Closes https://github.com/coder/vscode-coder/issues/447
Closes https://github.com/coder/jetbrains-coder/issues/543
Closes https://github.com/coder/coder-jetbrains-toolbox/issues/21
This PR adds Coder Connect support to `coder ssh --stdio`.
When connecting to a workspace, if `--force-new-tunnel` is not passed, the CLI will first do a DNS lookup for `<agent>.<workspace>.<owner>.<hostname-suffix>`. If an IP address is returned, and it's within the Coder service prefix, the CLI will not create a new tailnet connection to the workspace, and instead dial the SSH server running on port 22 on the workspace directly over TCP.
This allows IDE extensions to use the Coder Connect tunnel, without requiring any modifications to the extensions themselves.
Additionally, `using_coder_connect` is added to the `sshNetworkStats` file, which the VS Code extension (and maybe Jetbrains?) will be able to read, and indicate to the user that they are using Coder Connect.
One advantage of this approach is that running `coder ssh --stdio` on an offline workspace with Coder Connect enabled will have the CLI wait for the workspace to build, the agent to connect (and optionally, for the startup scripts to finish), before finally connecting using the Coder Connect tunnel.
As a result, `coder ssh --stdio` has the overhead of looking up the workspace and agent, and checking if they are running. On my device, this meant `coder ssh --stdio <workspace>` was approximately a second slower than just connecting to the workspace directly using `ssh <workspace>.coder` (I would assume anyone serious about their Coder Connect usage would know to just do the latter anyway).

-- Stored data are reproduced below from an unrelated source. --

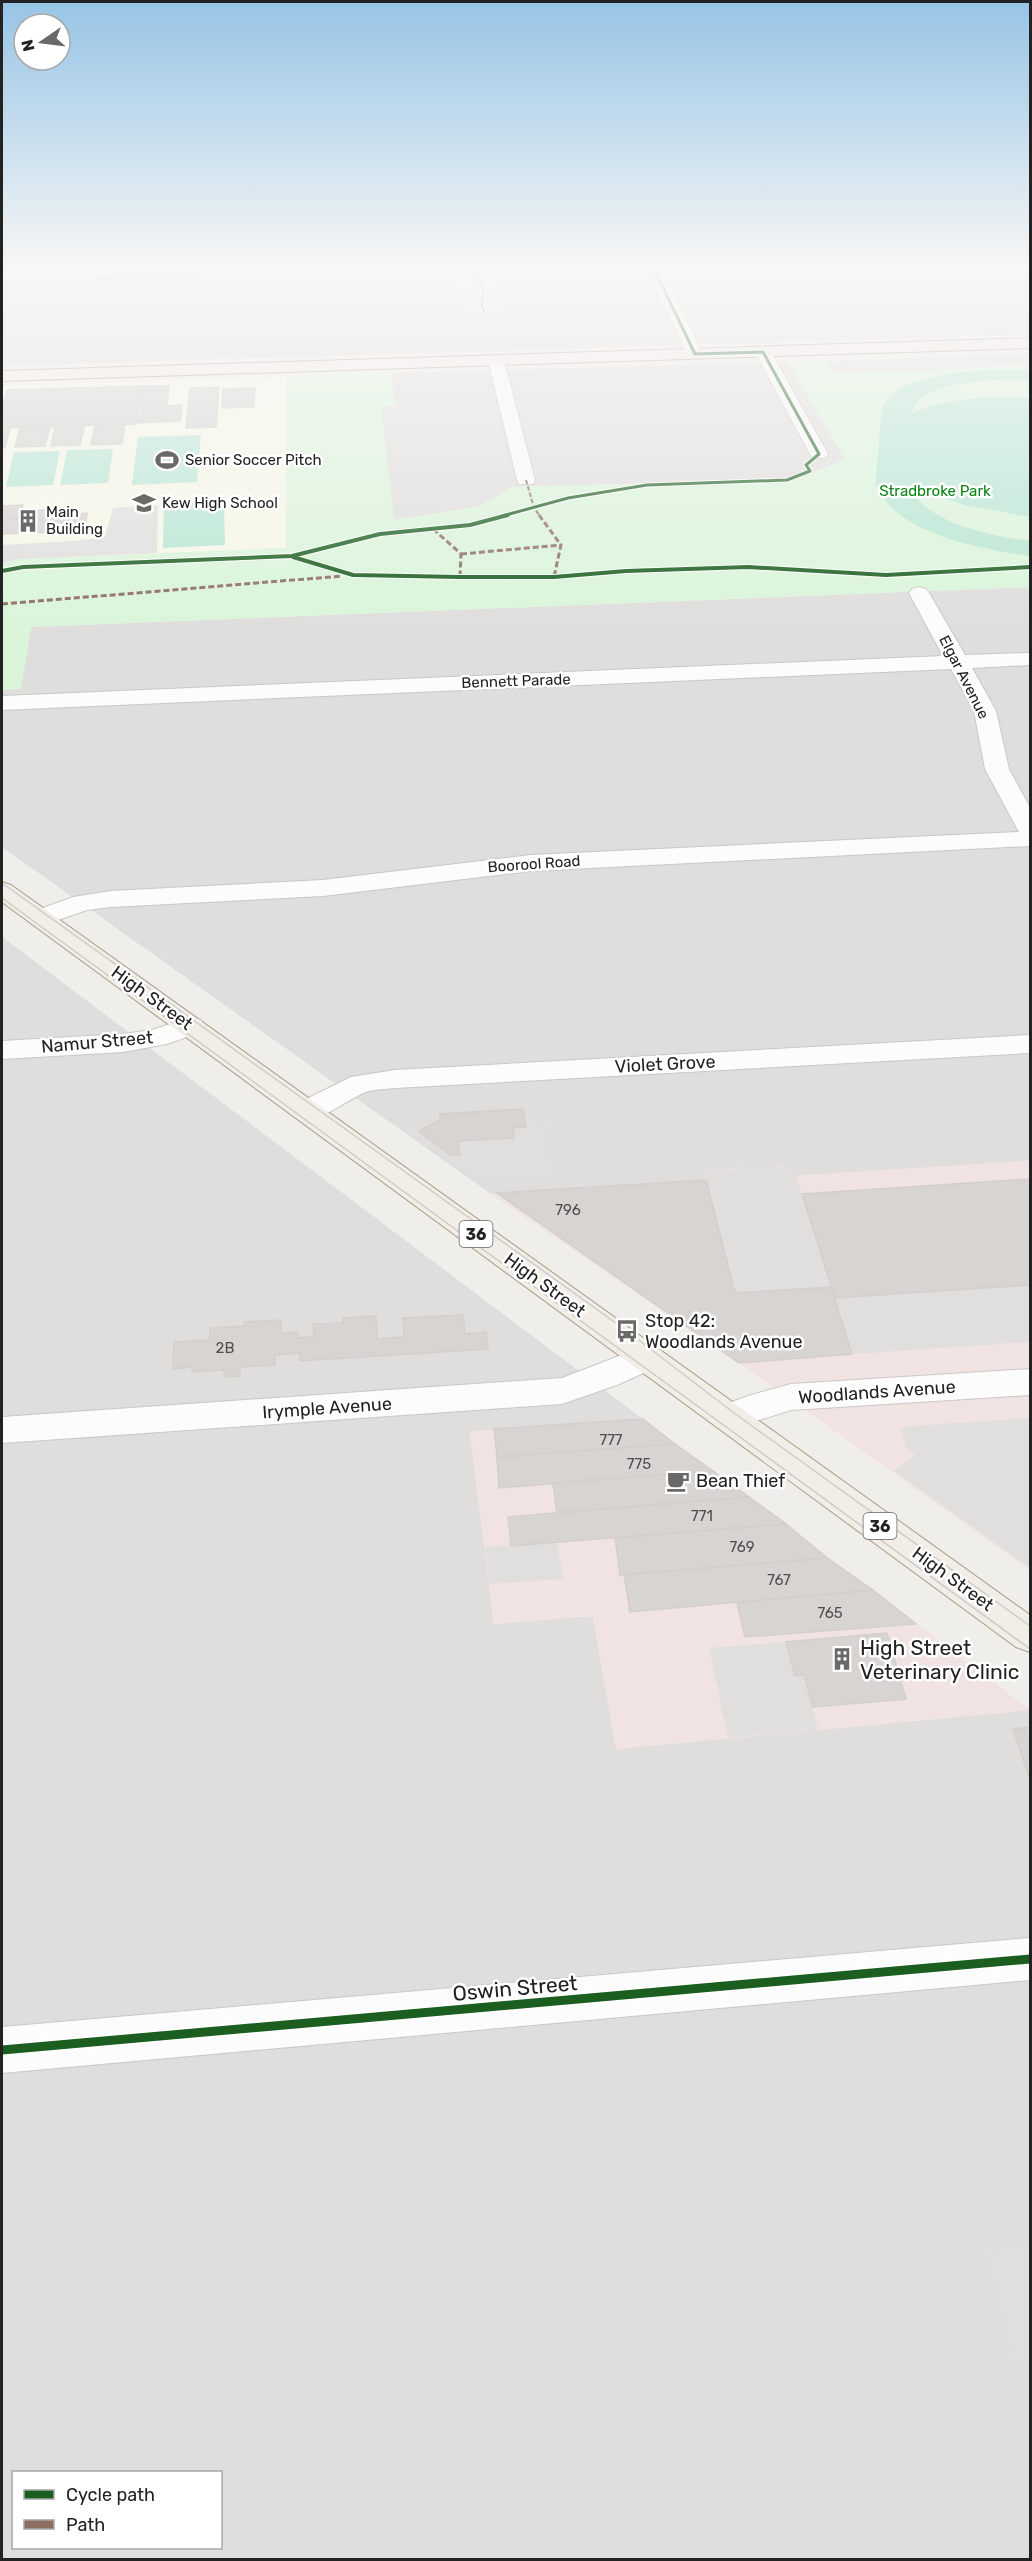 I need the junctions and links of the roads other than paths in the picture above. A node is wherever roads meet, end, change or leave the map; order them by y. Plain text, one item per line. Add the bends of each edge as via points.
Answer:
1 (502, 386) edge
2 (781, 386) edge
3 (819, 454) dead end
4 (526, 480) dead end
5 (919, 592) dead end
6 (1030, 659) edge
7 (958, 662) junction
8 (2, 703) edge
9 (1030, 830) edge
10 (1030, 839) edge
11 (2, 890) edge
12 (41, 918) junction
13 (191, 1026) junction
14 (1030, 1044) edge
15 (2, 1050) edge
16 (307, 1111) junction
17 (645, 1358) junction
18 (1030, 1382) edge
19 (728, 1418) junction
20 (2, 1430) edge
21 (1030, 1636) edge
22 (1030, 1959) edge
23 (2, 2050) edge

1 - 4 street
2 - 3 street
5 - 7 street, Elgar Avenue
6 - 7 street, Bennett Parade
7 - 8 street, Bennett Parade
7 - 9 street, Elgar Avenue via 985,711 997,769
10 - 12 street, Boorool Road via 531,863 312,889 111,899 82,903
11 - 12 main road, High Street / 36
12 - 13 main road, High Street / 36
13 - 15 street, Namur Street via 157,1038 123,1043
13 - 16 main road, High Street / 36
14 - 16 street, Violet Grove via 395,1079 361,1083
16 - 17 main road, High Street / 36
17 - 19 main road, High Street / 36
17 - 20 street, Irymple Avenue via 600,1380 562,1391
18 - 19 street, Woodlands Avenue via 791,1397
19 - 21 main road, High Street / 36
22 - 23 street, Oswin Street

To ensure this doesn't come at a significant performance cost, I've also benchmarked this PR.
<details>
<summary>Benchmark</summary>
## Methodology
All tests were completed on `dev.coder.com`, where a Linux workspace running in AWS `us-west1` was created.
The machine running Coder Desktop (the 'client') was a Windows VM running in the same AWS region and VPC as the workspace.
To test the performance of specifically the SSH connection, a port was forwarded between the client and workspace using:
```
ssh -p 22 -L7001:localhost:7001 <host>
```
where `host` was either an alias for an SSH ProxyCommand that called `coder ssh`, or a Coder Connect hostname.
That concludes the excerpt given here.